Oliver Stone: JFK’s assassination a ‘National Fairy Tale’
Speaking to 300 high school students in the Thai capital, Bangkok, Stone said exploring alternative theories over the JFK assassination remains too sensitive for those in the media or academia who "would be endangering their careers and their position."
"To this day, many key Americans in power are in total denial about this story," Stone said. "They don't even want to know about the possibility that he was killed by someone other than Lee Harvey Oswald. It is a national fairy tale."
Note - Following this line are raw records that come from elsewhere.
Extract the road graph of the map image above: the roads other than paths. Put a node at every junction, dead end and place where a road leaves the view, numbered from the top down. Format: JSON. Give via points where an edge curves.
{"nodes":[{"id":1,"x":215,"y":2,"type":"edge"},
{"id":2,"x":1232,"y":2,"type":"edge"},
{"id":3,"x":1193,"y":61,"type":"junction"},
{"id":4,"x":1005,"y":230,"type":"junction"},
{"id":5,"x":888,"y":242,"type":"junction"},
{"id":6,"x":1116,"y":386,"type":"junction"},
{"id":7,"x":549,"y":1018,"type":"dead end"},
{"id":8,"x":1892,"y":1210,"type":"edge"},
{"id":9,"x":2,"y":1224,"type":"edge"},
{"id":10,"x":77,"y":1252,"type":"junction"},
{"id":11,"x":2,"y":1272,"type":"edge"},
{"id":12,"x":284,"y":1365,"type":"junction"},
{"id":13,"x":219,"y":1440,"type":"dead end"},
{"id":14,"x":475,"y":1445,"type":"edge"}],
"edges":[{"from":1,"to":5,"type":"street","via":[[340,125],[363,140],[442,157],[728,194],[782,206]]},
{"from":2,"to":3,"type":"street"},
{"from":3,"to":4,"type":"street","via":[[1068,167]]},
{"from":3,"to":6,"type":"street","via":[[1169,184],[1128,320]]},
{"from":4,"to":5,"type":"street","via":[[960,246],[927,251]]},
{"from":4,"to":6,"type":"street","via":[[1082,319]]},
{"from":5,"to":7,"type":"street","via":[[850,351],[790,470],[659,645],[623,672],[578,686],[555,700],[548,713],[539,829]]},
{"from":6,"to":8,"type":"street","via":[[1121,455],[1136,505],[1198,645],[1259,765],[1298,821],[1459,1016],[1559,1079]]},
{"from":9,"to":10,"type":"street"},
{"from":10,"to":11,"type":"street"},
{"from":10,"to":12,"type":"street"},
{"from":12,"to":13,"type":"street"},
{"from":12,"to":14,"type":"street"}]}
Stone was in Bangkok to talk about filmmaking and peace as part of a series of talks facilitated by the Vienna-based International Peace Foundation.
His 1991 film "JFK," which he acknowledged was his most controversial, ridicules the Warren Commission conclusion that Oswald acted alone and suggests a massive conspiracy.
Stone's film centered on a theory by New Orleans District Attorney Jim Garrison that a CIA-led mutiny killed the president and the plotters walked away unscathed. Garrison's theories went to court in 1967, but Clay Shaw, the alleged "evil genius" behind the assassination, was acquitted.
Stone said Monday he thought it was "a good thing" to revisit the JFK assassination. But he came under fire from the historians and film reviewers who contended Stone had fudged facts, invented characters and elevated speculation to truth to support his burning belief that the killing was a high-level conspiracy.
"It's an amazing story and I did it," Stone said. "I thought I would be respected for it, and I was lambasted in the establishment press. I was called a myth-maker, a propagandist. I didn't see it coming. I thought the Kennedy murder was safe."
Stone is famous for several other movies, including the Vietnam War films "Born on the Fourth of July" and "Platoon," and "World Trade Center," about two policemen buried in the rubble of the twin towers after the Sept. 11 attacks.
"Platoon" won four Oscars, including best picture and best director.